The present three-study investigation examined cultural influences on the internalization of social expectations. Testing the claim of self-determination theory that lesser internalization of social expectations is linked to socialization practices that portray social expectations as in conflict with autonomy, in Study 1 we undertook a content analysis of the views of social expectations portrayed in American and Indian storybooks. Results indicated that only American and not Indian storybooks more frequently portrayed characters as displaying negative emotions when behaviors were socially expected as compared with spontaneous. In Study 2 (n = 120), we undertook a vignette-based experiment, which showed that American parents viewed social expectations as incompatible with agency whereas Indian parents viewed them as compatible with agency. In Study 3 (n = 224), we undertook a related vignette based experiment among 7- and 10-year-old children in the United States and India.
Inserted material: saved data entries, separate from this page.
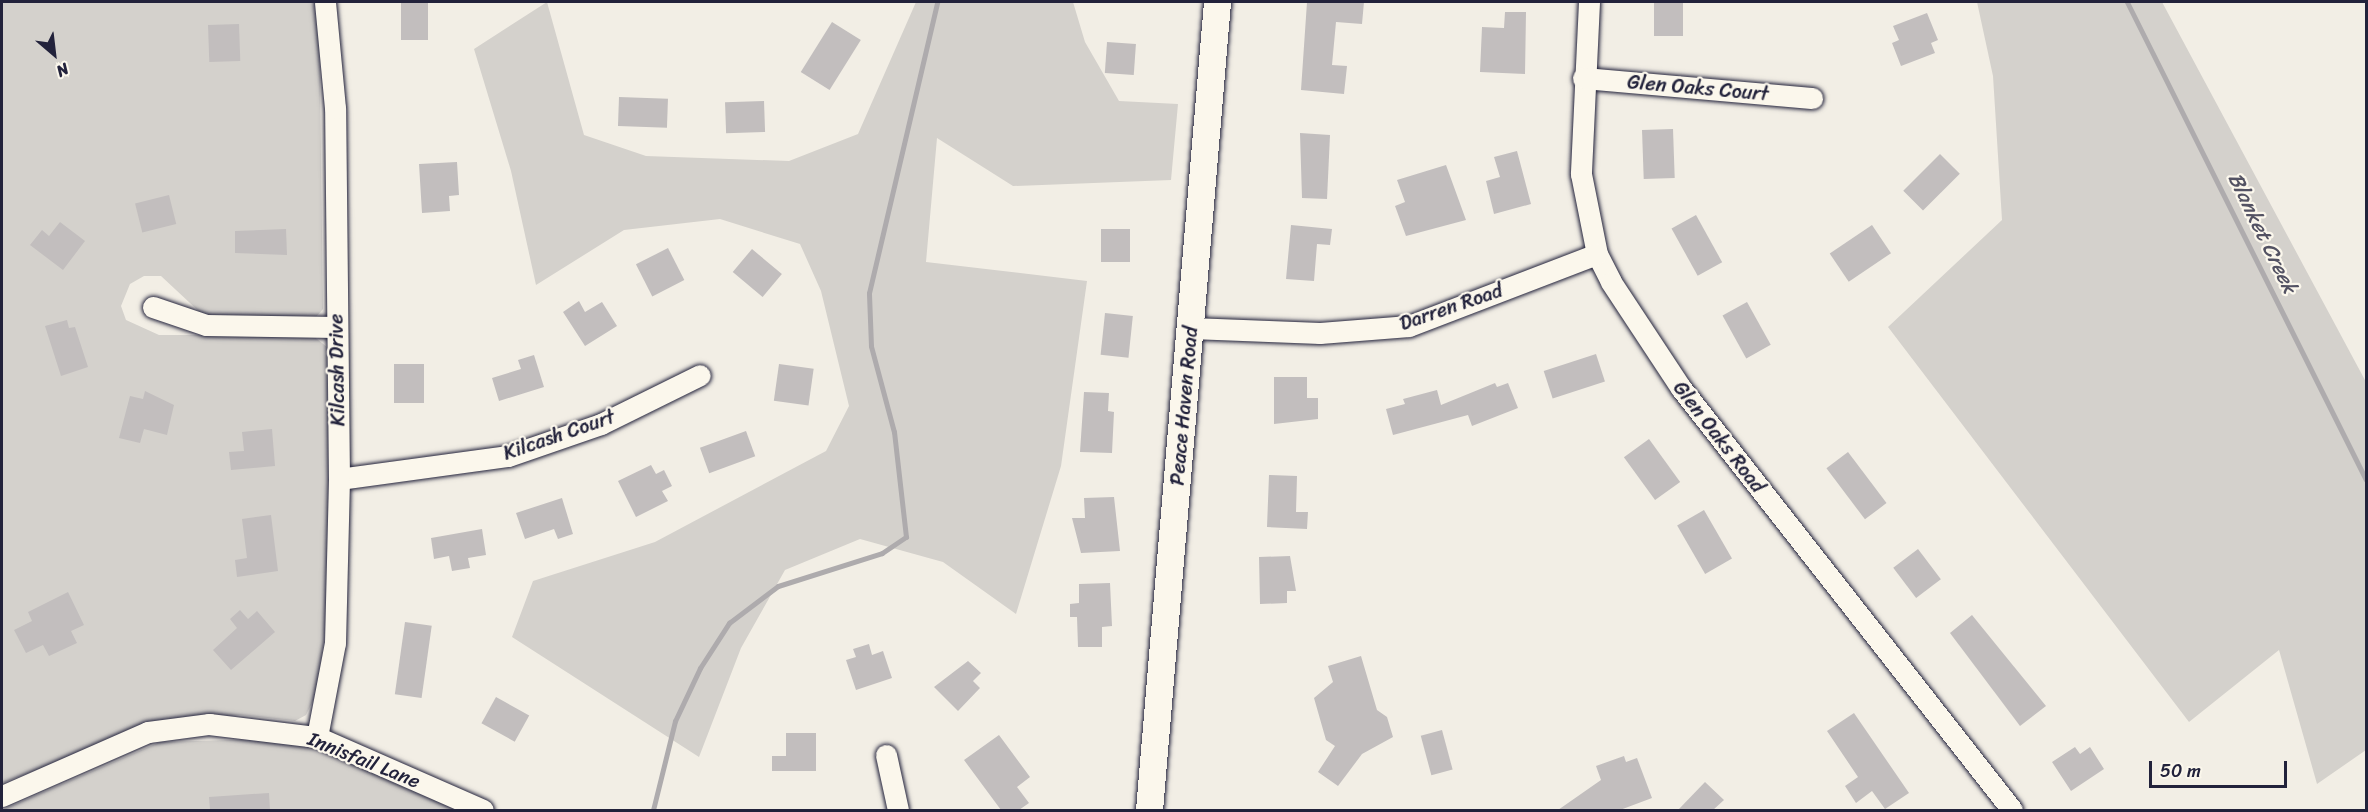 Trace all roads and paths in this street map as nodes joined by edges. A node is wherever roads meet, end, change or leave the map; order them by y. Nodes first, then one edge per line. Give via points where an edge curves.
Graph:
1 (325, 2) edge
2 (1217, 2) edge
3 (1589, 2) edge
4 (1583, 78) junction
5 (1812, 98) dead end
6 (1597, 254) junction
7 (153, 306) dead end
8 (336, 327) junction
9 (1191, 328) junction
10 (700, 375) dead end
11 (339, 479) junction
12 (317, 737) junction
13 (886, 755) dead end
14 (2, 796) edge
15 (483, 810) edge
16 (898, 810) edge
17 (1149, 810) edge
18 (2012, 810) edge

1 - 8 street, Kilcash Drive via 335,108
2 - 9 main road, Peace Haven Road
3 - 4 street, Glen Oaks Road
4 - 5 street, Glen Oaks Court
4 - 6 street, Glen Oaks Road via 1581,174
6 - 9 street, Darren Road via 1409,326 1320,333
6 - 18 street, Glen Oaks Road via 1681,388
7 - 8 street via 206,325
8 - 11 street, Kilcash Drive
9 - 17 main road, Peace Haven Road
10 - 11 street, Kilcash Court via 601,424 508,456
11 - 12 street, Kilcash Drive via 335,643
12 - 14 street, Innisfail Lane via 208,724 148,732
12 - 15 street, Innisfail Lane
13 - 16 street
Results indicated that younger children shared a view of social expectations as compatible with agency, with qualitative developmental change occurring among American children who come to view social expectations as in conflict with autonomy with age, and quantitative developmental change occurring among Indian children who deepen their earlier understandings of social expectations with age. Our results point to the presence of early relational outlooks that young children use in assimilating cultural variable messages communicated in socialization practices. Challenging simple "fax" models of cultural learning, our results indicate that children do not passively absorb cultural messages but actively interpret them in integrating them with their emerging sense of self. (PsycINFO Database Record (c) 2019 APA, all rights reserved).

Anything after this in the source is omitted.